Task inputs ▸
^^^^^^^^

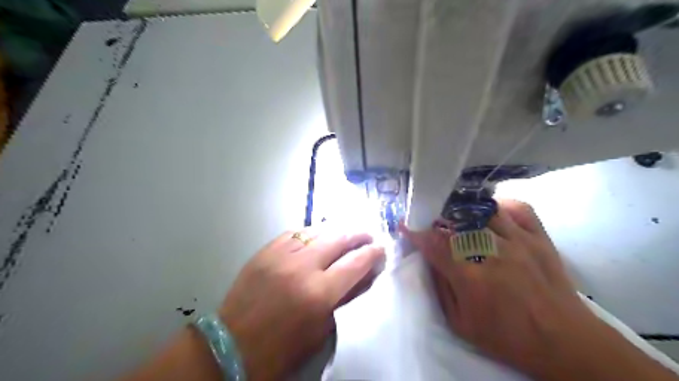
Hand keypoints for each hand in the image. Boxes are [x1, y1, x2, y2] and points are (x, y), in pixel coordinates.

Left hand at [221, 228, 383, 378]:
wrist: (232, 345)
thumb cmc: (282, 347)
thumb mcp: (321, 329)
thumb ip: (345, 298)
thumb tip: (364, 275)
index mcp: (319, 293)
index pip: (355, 263)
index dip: (372, 253)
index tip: (381, 248)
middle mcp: (302, 267)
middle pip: (339, 238)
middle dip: (358, 234)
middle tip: (367, 236)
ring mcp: (281, 255)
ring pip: (317, 230)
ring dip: (336, 230)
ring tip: (345, 233)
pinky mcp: (265, 251)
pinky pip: (294, 232)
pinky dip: (310, 233)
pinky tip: (316, 236)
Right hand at [399, 201, 670, 378]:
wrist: (563, 341)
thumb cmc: (507, 336)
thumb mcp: (461, 323)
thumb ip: (441, 288)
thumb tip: (430, 260)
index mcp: (470, 276)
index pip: (434, 244)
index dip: (416, 233)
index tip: (405, 226)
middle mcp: (491, 251)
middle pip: (456, 223)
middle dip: (438, 221)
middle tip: (433, 226)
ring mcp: (518, 240)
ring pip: (482, 211)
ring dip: (464, 211)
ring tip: (459, 218)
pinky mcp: (538, 237)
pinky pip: (517, 208)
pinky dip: (500, 206)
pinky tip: (491, 213)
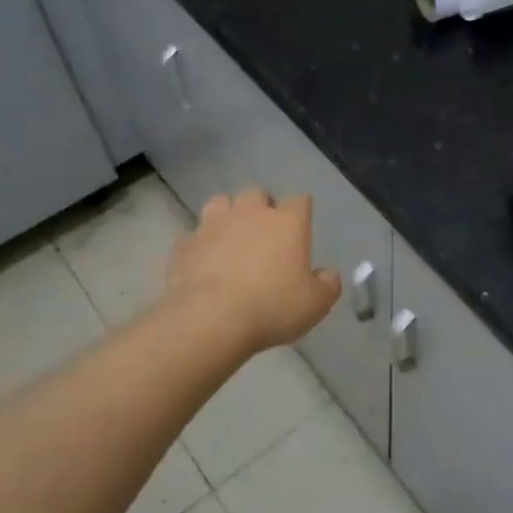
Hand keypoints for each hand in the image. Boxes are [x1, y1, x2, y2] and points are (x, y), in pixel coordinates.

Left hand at [166, 189, 341, 353]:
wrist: (210, 320)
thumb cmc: (272, 307)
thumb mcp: (316, 304)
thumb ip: (327, 284)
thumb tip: (326, 274)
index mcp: (287, 223)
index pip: (300, 201)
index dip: (301, 213)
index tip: (301, 230)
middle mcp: (250, 214)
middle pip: (257, 193)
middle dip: (261, 207)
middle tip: (264, 234)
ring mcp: (213, 225)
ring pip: (220, 202)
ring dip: (227, 215)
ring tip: (230, 238)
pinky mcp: (185, 244)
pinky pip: (193, 235)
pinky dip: (200, 244)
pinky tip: (204, 262)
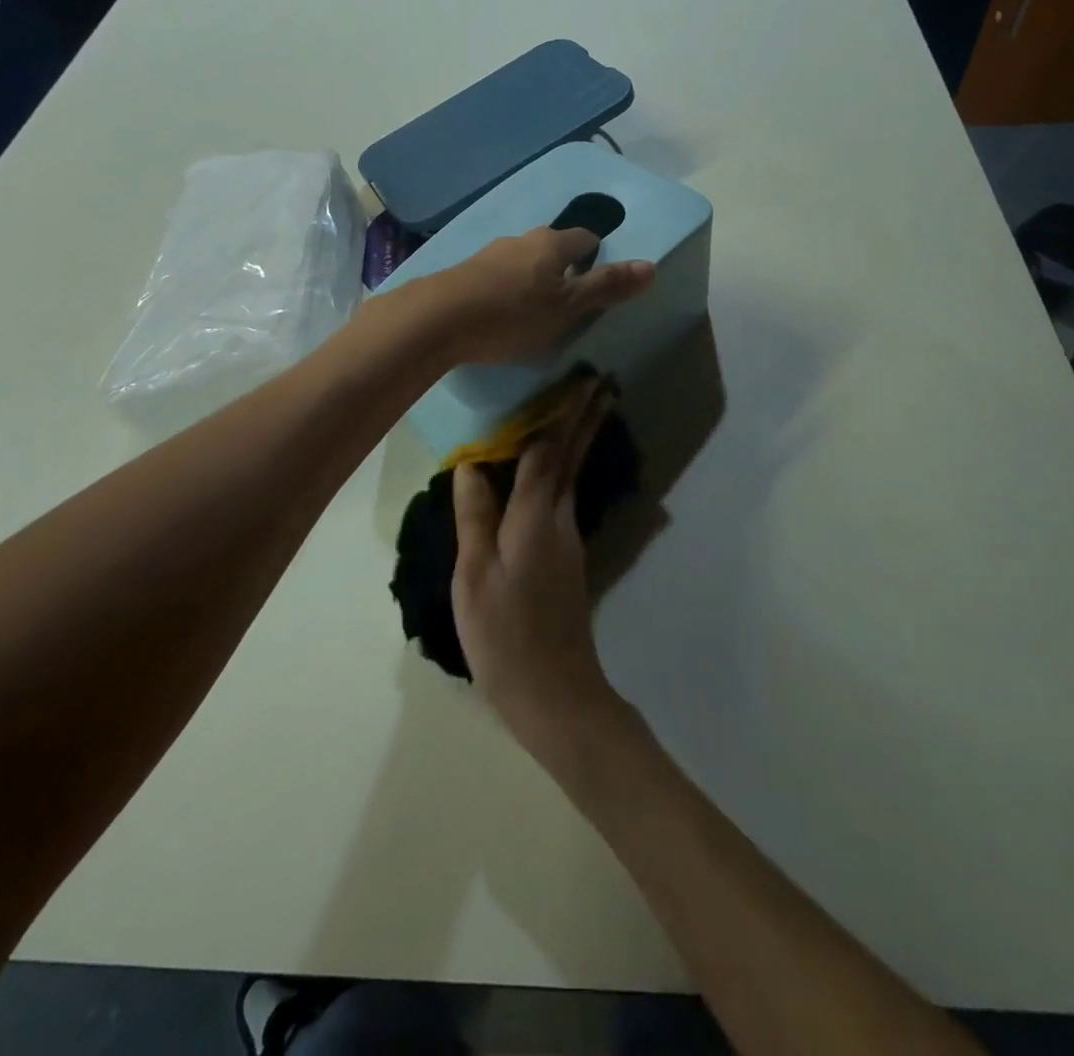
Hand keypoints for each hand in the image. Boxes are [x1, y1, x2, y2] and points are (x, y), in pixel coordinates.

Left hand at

^^^^^^^^

Exercise instructions ▸ What is needed is an exact copy of the lines from the one containing "thumb ip: (327, 284)" through the last line of the records, with every picture left out.

Response area ▸
thumb ip: (327, 284)
thumb tip: (326, 274)
index mcp: (287, 223)
index pip: (300, 201)
index dip: (301, 213)
index tip: (301, 230)
middle mcp: (250, 214)
middle pip: (257, 193)
middle dip: (261, 207)
middle tip: (264, 234)
ring mcp: (213, 225)
ring pip: (220, 202)
ring dip: (227, 215)
ring tip: (230, 238)
pinky mcp: (185, 244)
pinky pip: (193, 235)
pinky dip: (200, 244)
pinky tip: (204, 262)
Hand keypoints for each hand in the image. Boxes are [x1, y1, x2, y2] and points are (x, y), in pixel coordinates.

Left hand at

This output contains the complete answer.